Zoals aangegeven zal de IGJ in haar toezicht uitgaan van deze aantallen.

Daarbij is uitgangspunt dat de IGJ zich, als bestuursorgaan, dient te houden aan haar eigen beleidsregels. Anderzijds bestaat er ook een afwijkingsbevoegdheid: als het handelen van de IGJ voor een of meer belanghebbenden gevolgen zou hebben die wegens bijzondere omstandigheden onevenredig zijn in verhouding tot de met de beleidsregels te dienen doelen, is er reden voor afwijking van die beleidsregels.

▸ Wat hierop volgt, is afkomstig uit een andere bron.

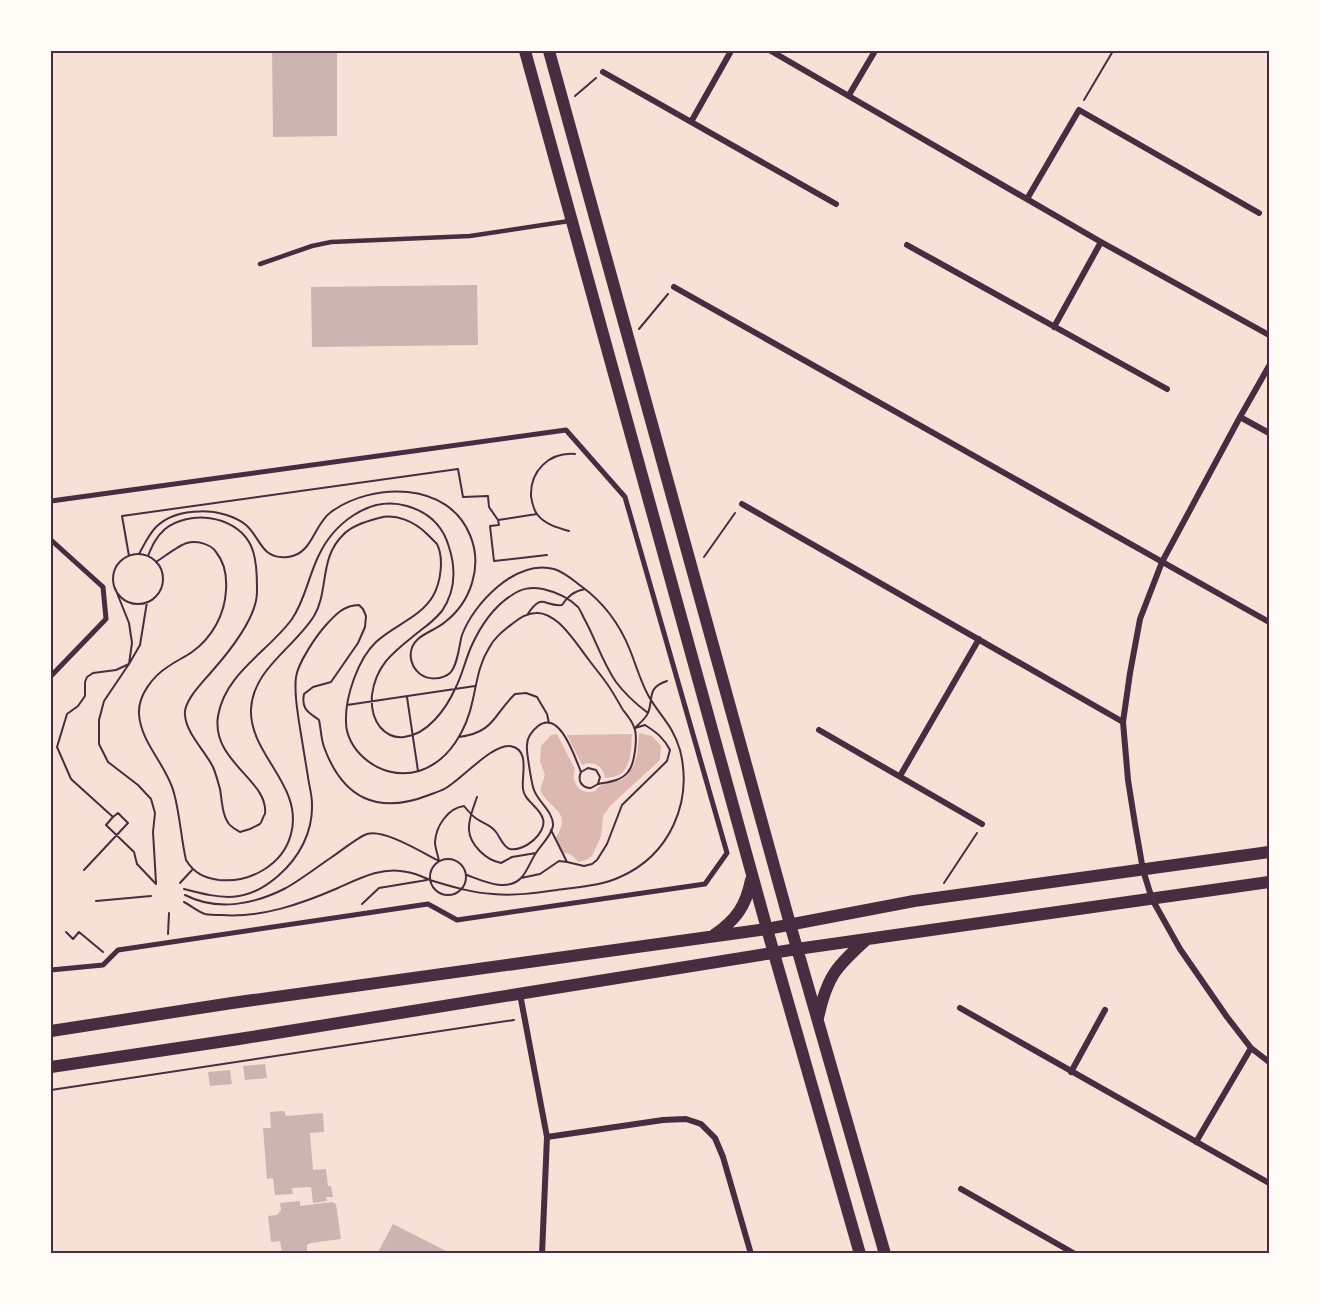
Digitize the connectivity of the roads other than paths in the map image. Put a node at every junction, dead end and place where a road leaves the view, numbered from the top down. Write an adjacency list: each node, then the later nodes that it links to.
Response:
1 (525, 51): 12 (main road)
2 (549, 51): 39 (main road)
3 (731, 51): 8 (street)
4 (771, 51): 7 (street)
5 (875, 51): 7 (street)
6 (603, 72): 8 (street)
7 (849, 96): 9 (street)
8 (691, 122): 10 (street)
9 (1027, 199): 11 (street); 13 (street)
10 (836, 204)
11 (1259, 213)
12 (572, 221): 15 (lane); 36 (main road)
13 (1101, 242): 17 (street); 18 (street)
14 (907, 245): 17 (street)
15 (260, 264)
16 (674, 287): 26 (street)
17 (1054, 327): 20 (street)
18 (1269, 335)
19 (1269, 366): 21 (street)
20 (1167, 389)
21 (1240, 417): 22 (street); 26 (street)
22 (1269, 433)
23 (51, 501): 45 (street)
24 (742, 504): 28 (street)
25 (51, 540): 29 (street)
26 (1162, 562): 27 (street); 30 (street)
27 (1269, 622)
28 (979, 639): 30 (street); 32 (street)
29 (51, 676)
30 (1123, 722): 35 (street)
31 (819, 730): 32 (street)
32 (900, 776): 33 (street)
33 (982, 824)
34 (1269, 852): 35 (main road)
35 (1143, 870): 38 (street); 39 (main road)
36 (752, 876): 40 (main road); 41 (main road)
37 (1269, 882): 38 (main road)
38 (1152, 899): 42 (main road); 51 (street)
39 (790, 924): 40 (main road); 43 (main road)
40 (767, 929): 41 (main road); 44 (main road)
41 (712, 936): 50 (main road)
42 (867, 939): 43 (main road); 49 (main road)
43 (797, 950): 44 (main road); 49 (main road)
44 (774, 954): 46 (main road); 61 (main road)
45 (51, 970)
46 (520, 994): 53 (main road); 55 (street)
47 (960, 1008): 54 (street)
48 (1105, 1010): 54 (street)
49 (817, 1019): 62 (main road)
50 (51, 1031)
51 (1251, 1048): 52 (street); 56 (street)
52 (1269, 1062)
53 (51, 1067)
54 (1071, 1072): 56 (street)
55 (547, 1137): 59 (street); 60 (street)
56 (1196, 1142): 57 (street)
57 (1269, 1183)
58 (962, 1189): 63 (street)
59 (542, 1254)
60 (751, 1254)
61 (860, 1254)
62 (885, 1254)
63 (1075, 1254)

Met deze brief wil ik bereiken dat er voor veldpartijen meer duidelijkheid en houvast is over de inhoud en reikwijdte van het begrip apotheekbereiding, en hoe IGJ hierop toezicht zal houden.

De Minister voor Medische Zorg, B.J. Bruins


X Noot
1

Kamerstukken 29 477 en 32 805, nr. 489.

X Noot
2

Kamerstuk 29 477, nr. 532, blz. 23.

X Noot
3

Raadpleegbaar via www.tweedekamer.nl.

X Noot
4

Circulaire «Handhavend optreden bij collegiaal doorleveren van eigen bereidingen door apothekers», te vinden op de website van de IGJ.